Если массовая лояльность рабочих и потребителей послевоенному капитализму оказалась весьма стабильной, то это никак нельзя сказать о капитале. Проблема франкфуртских кризисных теорий 1970-х годов в том, что они никак не предполагали в капитале способность к стратегическому целеполаганию – они рассматривали капитал как аппарат, а не как ведомство, как средство производства, а не как класс[30]. Получается, свои построения они выводили без капитала. Еще для Шумпетера, не говоря уже о Марксе, капитал был постоянным очагом беспокойства на теле современной экономики – причиной непрерывного «созидательного разрушения» [Schumpeter, 2006 (1912)] вплоть до момента, пока социалистический дух бюрократии его не остановит наконец. Это было очевидно и для Вебера, более того, он это предвидел, и вполне возможно, что присущая капиталу безжизненность, характерная для теории кризиса легитимации, отчасти восходит как раз к нему. Так что мир просто оказался не готов к тому, что в конце концов произошло спустя несколько десятилетий после долгих шестидесятых: капитал оказался игроком, а не игрушкой, хищником, а не рабочей лошадкой – одолеваемым страстным стремлением вырваться из тесных институциональных рамок «социального рыночного хозяйства» послевоенного образца.
27
Под влиянием этих перемен в условиях, когда реальность вырвалась за аскетические рамки критической теории, социология отказалась от рассуждений о «ложных потребностях» или «ложном сознании» – о понятиях, которые незадолго до того пользовались чрезвычайной популярностью.
28
Подобная история приключилась и с интерпретацией численности иммигрантов, неуклонно возраставшей начиная с 1970-х годов.
29
Инвестиции семей среднего класса в школьные оценки и университетские дипломы – начиная с симптоматичных занятий китайским языком еще в детском саду – показывают, насколько вновь стала сильна вера в возможности достигаемого статуса; иными словами, подразумевается, что обычные рядовые мужчины и женщины стали чересчур требовательными и им пора научиться довольствоваться меньшим.
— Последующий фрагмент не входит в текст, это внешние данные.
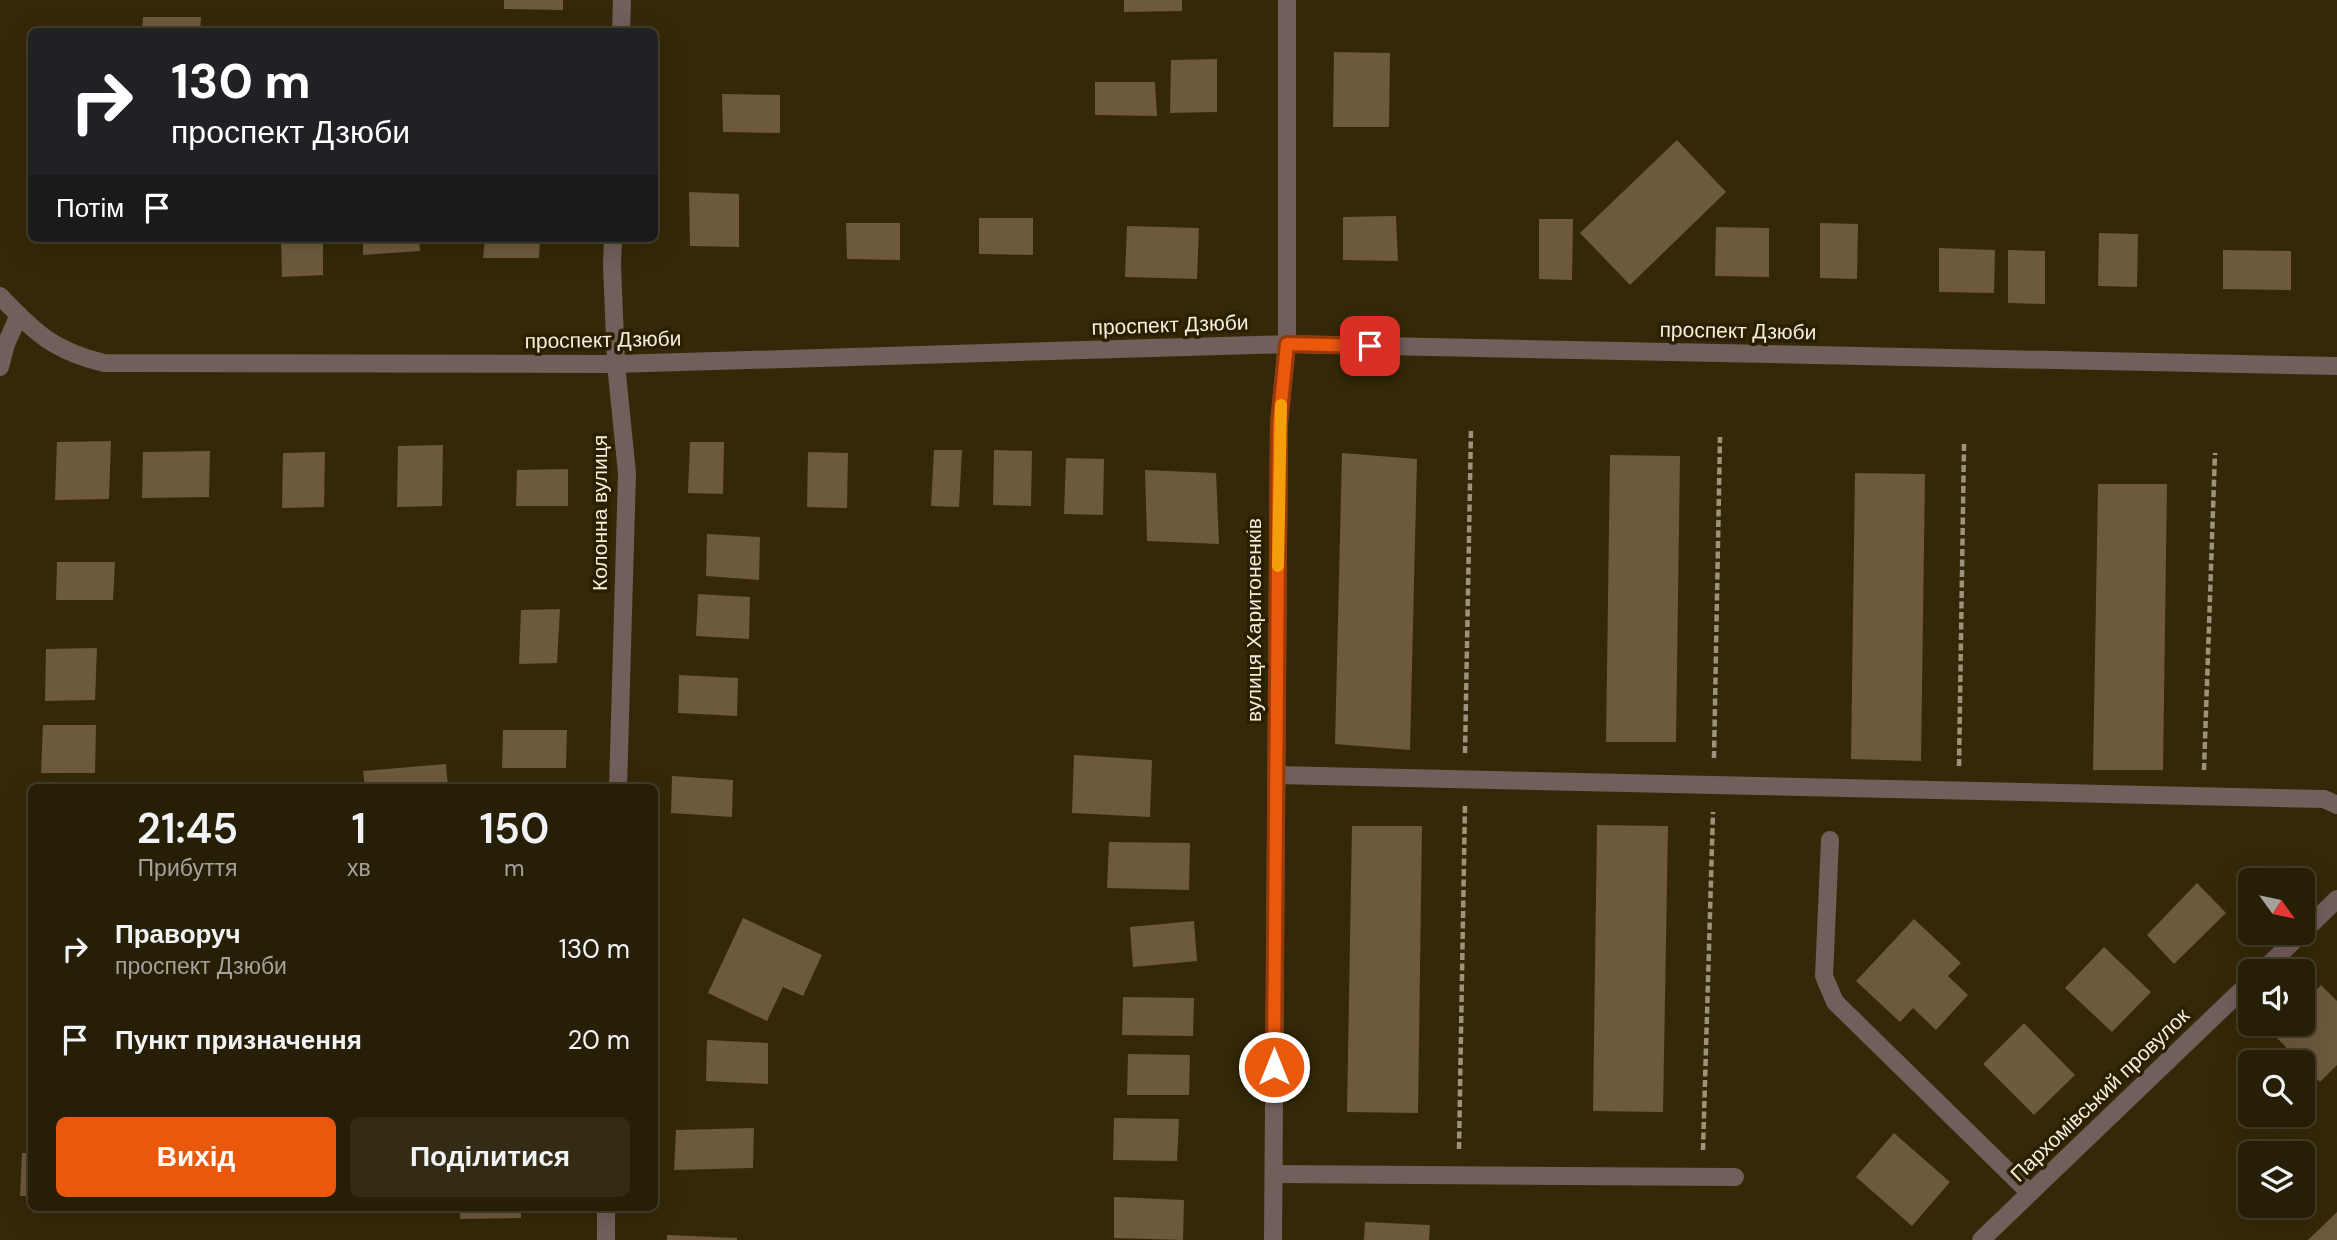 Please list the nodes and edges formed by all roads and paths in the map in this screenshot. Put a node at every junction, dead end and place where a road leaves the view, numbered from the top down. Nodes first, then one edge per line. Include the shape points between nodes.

Как мы увидим, основное направление экономической теории также винит завышенные требования широких слоев населения в росте государственного долга в последние десятилетия. Такое объяснение идеально подходит для того, чтобы заставить людей позабыть о вопиюще несправедливом распределении производимых благ.
30
Это имело свое преимущество: можно было избежать сложных вопросов классовой теории – например, о различиях между статусом менеджера и статусом собственника, о различиях между малым и крупным капиталом, о роли предприятия как организации в отличие от роли предпринимателя как человека, о классификации множества новых средних страт, о классовых позициях политиков и госслужащих. Подробнее о многочисленных проблемах социологических классовых теорий см. работу Э.О. Райта: [Wright, 1985]. Тем не менее теория капитализма без капитала, способного к действиям, неизбежно остается весьма вялой и рыхлой.